What is the AICD doing to support directors with mandatory climate reporting?
- Practice resources:
- In October 2024, the AICD, as host of the Climate Governance Initiative (CGI) Australia and in collaboration with Deloitte and MinterEllison, released Version 2 of a Director’s Guide to Mandatory Climate Reporting to assist directors in preparing for this ‘generational change’ in corporate reporting. The report features a supportive foreword from ASIC Chair, Joe Longo.
- On 16 August 2024, the AICD in collaboration with the Insurance Council of Australia and Herbert Smith Freehills released a resource on climate-target setting(while the ASRS do not require organisations to have climate targets, they require disclosure of certain information where such targets exist).
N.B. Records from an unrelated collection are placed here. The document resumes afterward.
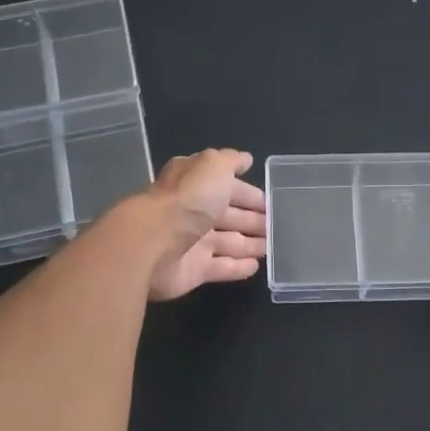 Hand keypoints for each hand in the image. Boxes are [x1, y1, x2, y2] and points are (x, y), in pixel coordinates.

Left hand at [142, 149, 267, 300]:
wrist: (153, 244)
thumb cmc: (188, 200)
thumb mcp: (213, 166)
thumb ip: (230, 161)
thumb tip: (246, 159)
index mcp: (194, 183)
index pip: (226, 185)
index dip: (248, 193)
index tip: (270, 201)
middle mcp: (191, 211)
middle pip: (227, 215)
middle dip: (251, 219)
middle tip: (276, 225)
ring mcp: (192, 242)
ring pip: (227, 242)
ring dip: (249, 243)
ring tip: (272, 246)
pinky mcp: (192, 271)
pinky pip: (221, 268)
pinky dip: (238, 267)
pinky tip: (256, 266) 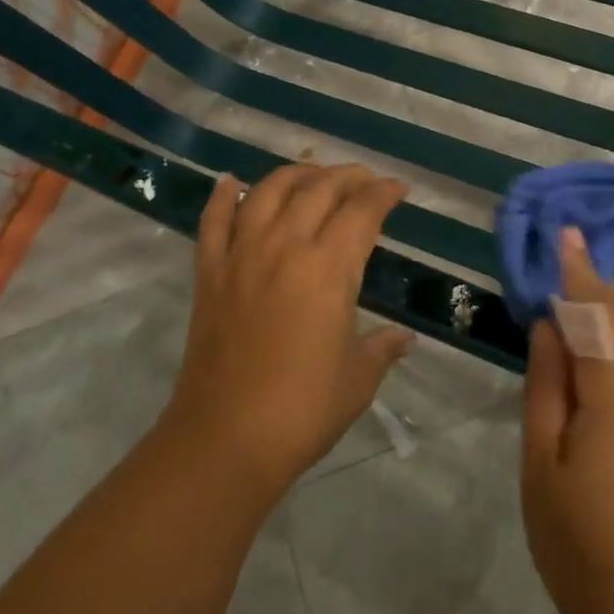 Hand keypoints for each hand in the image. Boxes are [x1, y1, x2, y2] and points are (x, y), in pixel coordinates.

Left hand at [164, 164, 413, 498]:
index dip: (384, 194)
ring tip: (313, 175)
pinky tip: (231, 183)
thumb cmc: (303, 409)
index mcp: (329, 269)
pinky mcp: (209, 274)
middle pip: (319, 189)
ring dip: (295, 175)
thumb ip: (383, 348)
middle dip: (348, 176)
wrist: (225, 439)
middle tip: (364, 180)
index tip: (398, 189)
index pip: (363, 211)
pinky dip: (223, 197)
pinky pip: (213, 222)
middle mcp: (286, 248)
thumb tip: (403, 338)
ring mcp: (242, 257)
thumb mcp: (358, 378)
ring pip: (268, 192)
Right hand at [521, 228, 613, 613]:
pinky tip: (608, 354)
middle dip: (595, 286)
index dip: (576, 271)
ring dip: (613, 314)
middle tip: (568, 254)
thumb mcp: (544, 467)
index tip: (565, 232)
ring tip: (582, 294)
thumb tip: (548, 327)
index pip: (594, 311)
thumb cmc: (589, 546)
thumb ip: (547, 388) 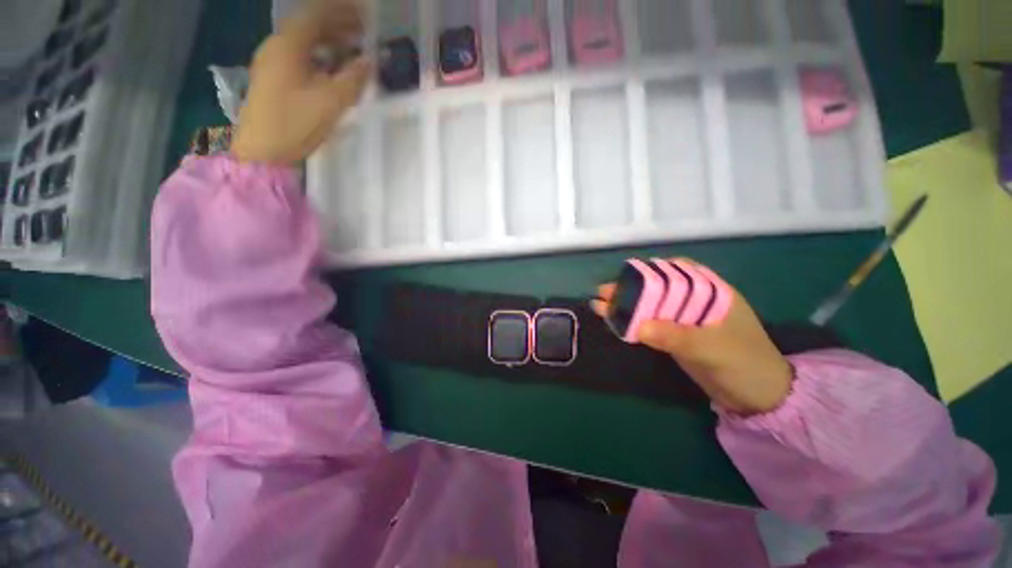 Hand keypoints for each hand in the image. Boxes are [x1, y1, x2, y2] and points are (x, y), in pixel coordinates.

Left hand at [232, 0, 370, 164]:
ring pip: (304, 41)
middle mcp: (277, 47)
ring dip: (330, 40)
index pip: (316, 15)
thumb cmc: (294, 124)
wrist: (262, 151)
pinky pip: (300, 56)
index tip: (366, 14)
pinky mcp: (273, 78)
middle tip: (364, 31)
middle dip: (338, 24)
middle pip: (309, 25)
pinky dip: (320, 55)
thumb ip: (353, 79)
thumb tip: (370, 62)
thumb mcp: (330, 102)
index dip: (342, 11)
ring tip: (353, 47)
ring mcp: (272, 62)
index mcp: (288, 46)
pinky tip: (334, 67)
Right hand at [592, 259, 793, 414]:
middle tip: (605, 292)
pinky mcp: (678, 336)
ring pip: (653, 307)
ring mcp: (687, 320)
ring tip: (601, 305)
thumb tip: (637, 326)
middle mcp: (698, 301)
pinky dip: (635, 322)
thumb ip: (675, 336)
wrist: (757, 399)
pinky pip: (653, 325)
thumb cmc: (745, 365)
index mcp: (713, 293)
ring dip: (629, 306)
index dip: (652, 270)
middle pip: (660, 289)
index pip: (679, 271)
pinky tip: (618, 321)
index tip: (627, 275)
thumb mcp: (712, 349)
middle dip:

- On 20 March 2025, the AICD in collaboration with the national science agency CSIRO, developed a climate science snapshot to provide directors with the latest climate science to support informed boardroom discussions on scenario analysis, risk management, and transition planning.
- The AICD will also release a transition planning resource for directors in the coming months.
- Webinars:
- Climate reporting has also featured in a number of webinars – watch the latest (June 2024) webinar hereand AICD article summarising the climate reporting legislation.
- A webinar on circular economy principles is scheduled for June 2025, exploring the opportunities for boards to drive innovation, boost productivity and uncover new sources of value.
- Education: Mandatory climate reporting is featured in the AICD’s climate short-course, and is briefly covered in the free climate eLearning course.